# [PROBLEM REQUIREMENTS]
Each line that has the string "roads" must be copied from the records below.

# [DATA RECORDS]
====

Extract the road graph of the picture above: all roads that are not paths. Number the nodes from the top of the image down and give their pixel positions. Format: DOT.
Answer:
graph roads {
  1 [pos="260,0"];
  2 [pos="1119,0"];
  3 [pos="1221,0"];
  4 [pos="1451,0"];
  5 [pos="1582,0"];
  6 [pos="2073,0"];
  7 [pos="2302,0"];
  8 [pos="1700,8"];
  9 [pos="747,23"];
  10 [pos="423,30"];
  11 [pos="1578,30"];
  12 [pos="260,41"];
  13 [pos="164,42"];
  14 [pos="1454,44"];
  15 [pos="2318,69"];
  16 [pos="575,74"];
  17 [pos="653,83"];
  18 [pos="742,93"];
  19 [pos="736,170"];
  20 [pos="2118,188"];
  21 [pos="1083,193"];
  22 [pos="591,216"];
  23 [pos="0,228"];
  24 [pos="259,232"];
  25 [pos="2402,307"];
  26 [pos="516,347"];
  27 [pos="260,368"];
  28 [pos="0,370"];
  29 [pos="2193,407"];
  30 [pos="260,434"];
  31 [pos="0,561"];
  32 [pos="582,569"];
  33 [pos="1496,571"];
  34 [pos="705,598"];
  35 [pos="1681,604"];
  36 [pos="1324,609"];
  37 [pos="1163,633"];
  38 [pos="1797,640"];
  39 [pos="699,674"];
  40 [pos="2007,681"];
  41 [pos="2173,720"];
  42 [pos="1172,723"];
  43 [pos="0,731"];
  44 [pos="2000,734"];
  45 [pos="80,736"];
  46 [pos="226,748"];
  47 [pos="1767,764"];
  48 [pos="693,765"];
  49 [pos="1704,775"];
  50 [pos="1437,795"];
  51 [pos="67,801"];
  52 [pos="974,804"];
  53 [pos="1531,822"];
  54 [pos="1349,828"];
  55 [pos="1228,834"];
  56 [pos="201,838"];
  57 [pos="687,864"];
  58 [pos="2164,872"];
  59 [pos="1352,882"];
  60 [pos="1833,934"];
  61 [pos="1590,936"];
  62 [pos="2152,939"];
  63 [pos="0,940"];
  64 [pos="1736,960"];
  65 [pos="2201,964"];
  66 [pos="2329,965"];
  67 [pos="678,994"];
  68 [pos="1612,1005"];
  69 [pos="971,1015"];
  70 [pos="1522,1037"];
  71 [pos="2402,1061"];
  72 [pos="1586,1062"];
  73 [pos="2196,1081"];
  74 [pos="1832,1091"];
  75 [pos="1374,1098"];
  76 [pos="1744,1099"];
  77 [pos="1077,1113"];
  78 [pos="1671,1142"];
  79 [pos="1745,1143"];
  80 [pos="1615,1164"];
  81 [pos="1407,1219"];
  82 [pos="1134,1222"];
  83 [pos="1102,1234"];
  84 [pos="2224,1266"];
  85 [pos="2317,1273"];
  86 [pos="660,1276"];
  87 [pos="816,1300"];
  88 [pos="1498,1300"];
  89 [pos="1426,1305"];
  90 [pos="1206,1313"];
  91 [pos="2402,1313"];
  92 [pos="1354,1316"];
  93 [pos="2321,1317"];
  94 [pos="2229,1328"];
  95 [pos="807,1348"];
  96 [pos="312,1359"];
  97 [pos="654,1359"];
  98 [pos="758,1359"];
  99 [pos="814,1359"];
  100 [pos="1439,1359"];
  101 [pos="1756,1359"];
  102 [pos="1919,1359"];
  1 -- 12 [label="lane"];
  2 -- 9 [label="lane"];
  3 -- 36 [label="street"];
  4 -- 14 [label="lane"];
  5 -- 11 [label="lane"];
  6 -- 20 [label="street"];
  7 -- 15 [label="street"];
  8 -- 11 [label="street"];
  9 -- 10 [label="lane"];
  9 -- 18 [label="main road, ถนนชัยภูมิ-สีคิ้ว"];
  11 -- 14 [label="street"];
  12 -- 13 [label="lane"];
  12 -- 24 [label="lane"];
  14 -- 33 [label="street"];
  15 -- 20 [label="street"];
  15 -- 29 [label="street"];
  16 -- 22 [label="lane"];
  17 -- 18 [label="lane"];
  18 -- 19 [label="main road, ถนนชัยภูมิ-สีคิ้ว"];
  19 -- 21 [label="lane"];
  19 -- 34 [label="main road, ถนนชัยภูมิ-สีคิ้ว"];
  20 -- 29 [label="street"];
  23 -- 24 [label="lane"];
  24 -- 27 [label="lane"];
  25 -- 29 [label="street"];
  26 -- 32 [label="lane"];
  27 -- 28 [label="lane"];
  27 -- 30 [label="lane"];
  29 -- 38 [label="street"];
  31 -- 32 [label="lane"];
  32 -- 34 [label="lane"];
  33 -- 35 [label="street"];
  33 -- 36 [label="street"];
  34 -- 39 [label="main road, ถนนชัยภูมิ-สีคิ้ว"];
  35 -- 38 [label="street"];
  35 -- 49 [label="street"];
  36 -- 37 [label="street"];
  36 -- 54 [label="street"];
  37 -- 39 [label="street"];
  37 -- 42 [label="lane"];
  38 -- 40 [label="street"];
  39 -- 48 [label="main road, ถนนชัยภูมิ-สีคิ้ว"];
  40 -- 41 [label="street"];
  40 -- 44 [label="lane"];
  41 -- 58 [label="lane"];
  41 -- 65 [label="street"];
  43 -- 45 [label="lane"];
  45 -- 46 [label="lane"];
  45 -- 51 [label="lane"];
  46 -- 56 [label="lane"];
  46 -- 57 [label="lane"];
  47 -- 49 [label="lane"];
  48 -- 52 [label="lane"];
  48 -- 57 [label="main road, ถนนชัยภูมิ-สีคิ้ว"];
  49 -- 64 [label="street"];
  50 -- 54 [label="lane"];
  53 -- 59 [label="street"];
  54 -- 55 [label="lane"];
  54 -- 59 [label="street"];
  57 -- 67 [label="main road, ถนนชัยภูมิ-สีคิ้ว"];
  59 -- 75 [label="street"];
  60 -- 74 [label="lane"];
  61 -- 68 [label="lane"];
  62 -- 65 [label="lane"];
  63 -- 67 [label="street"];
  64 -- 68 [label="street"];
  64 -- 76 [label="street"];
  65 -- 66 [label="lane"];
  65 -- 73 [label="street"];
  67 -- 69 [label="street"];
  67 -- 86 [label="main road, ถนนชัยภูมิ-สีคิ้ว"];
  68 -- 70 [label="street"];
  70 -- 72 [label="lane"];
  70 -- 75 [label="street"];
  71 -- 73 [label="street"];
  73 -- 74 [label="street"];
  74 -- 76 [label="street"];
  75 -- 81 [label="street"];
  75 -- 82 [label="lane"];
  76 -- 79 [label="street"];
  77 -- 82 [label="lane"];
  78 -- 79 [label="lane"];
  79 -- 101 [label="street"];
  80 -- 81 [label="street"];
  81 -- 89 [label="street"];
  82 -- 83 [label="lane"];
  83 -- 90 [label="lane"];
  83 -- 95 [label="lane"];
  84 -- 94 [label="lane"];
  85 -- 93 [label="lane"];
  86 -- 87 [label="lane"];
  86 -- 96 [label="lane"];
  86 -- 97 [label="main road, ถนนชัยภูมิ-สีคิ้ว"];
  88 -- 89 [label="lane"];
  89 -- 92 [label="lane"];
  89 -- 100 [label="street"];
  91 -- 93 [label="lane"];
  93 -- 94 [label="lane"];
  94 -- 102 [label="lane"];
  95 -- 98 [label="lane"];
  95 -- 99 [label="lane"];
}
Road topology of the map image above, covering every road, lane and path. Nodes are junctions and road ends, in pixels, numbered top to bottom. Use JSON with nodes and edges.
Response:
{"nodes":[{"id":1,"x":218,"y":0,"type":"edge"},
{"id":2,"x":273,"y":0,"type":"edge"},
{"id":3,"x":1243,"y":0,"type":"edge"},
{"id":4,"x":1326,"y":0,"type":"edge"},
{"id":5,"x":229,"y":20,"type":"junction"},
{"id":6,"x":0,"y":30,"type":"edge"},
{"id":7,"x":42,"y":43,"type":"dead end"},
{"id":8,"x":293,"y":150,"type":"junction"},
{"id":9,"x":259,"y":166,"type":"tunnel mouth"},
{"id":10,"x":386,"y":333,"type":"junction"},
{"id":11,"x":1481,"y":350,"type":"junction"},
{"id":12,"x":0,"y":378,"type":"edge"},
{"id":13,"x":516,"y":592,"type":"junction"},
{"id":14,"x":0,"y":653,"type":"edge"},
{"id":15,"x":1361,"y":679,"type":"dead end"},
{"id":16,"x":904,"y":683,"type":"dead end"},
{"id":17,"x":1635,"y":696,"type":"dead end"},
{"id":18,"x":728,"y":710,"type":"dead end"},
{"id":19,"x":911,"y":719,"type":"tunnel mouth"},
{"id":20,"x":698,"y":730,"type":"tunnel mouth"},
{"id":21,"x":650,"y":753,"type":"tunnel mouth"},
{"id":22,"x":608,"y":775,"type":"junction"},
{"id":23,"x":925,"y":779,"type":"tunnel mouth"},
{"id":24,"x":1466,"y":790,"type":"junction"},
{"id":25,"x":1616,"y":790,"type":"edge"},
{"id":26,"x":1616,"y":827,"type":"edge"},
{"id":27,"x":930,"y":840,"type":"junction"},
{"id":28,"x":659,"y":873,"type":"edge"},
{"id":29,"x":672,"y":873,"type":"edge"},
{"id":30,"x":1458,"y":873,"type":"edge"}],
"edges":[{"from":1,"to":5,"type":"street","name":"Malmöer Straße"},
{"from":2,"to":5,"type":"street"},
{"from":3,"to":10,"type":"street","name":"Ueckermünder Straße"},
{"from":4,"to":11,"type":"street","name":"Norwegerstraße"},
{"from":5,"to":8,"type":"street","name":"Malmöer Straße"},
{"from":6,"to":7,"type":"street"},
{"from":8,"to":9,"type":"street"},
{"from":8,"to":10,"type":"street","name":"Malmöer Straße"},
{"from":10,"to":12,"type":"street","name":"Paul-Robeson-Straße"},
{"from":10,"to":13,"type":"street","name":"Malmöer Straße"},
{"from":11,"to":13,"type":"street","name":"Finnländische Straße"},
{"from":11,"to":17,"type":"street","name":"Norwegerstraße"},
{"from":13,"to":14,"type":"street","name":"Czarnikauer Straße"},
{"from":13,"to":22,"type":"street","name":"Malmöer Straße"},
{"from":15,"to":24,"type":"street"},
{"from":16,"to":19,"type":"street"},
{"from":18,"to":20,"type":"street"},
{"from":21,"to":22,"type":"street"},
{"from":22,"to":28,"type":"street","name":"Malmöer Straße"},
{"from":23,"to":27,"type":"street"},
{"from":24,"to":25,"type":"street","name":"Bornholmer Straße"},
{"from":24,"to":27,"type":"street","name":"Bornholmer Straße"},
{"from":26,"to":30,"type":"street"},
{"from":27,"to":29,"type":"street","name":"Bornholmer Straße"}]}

====

# [TASK RESULT]
Extract the road graph of the picture above: all roads that are not paths. Number the nodes from the top of the image down and give their pixel positions. Format: DOT.
graph roads {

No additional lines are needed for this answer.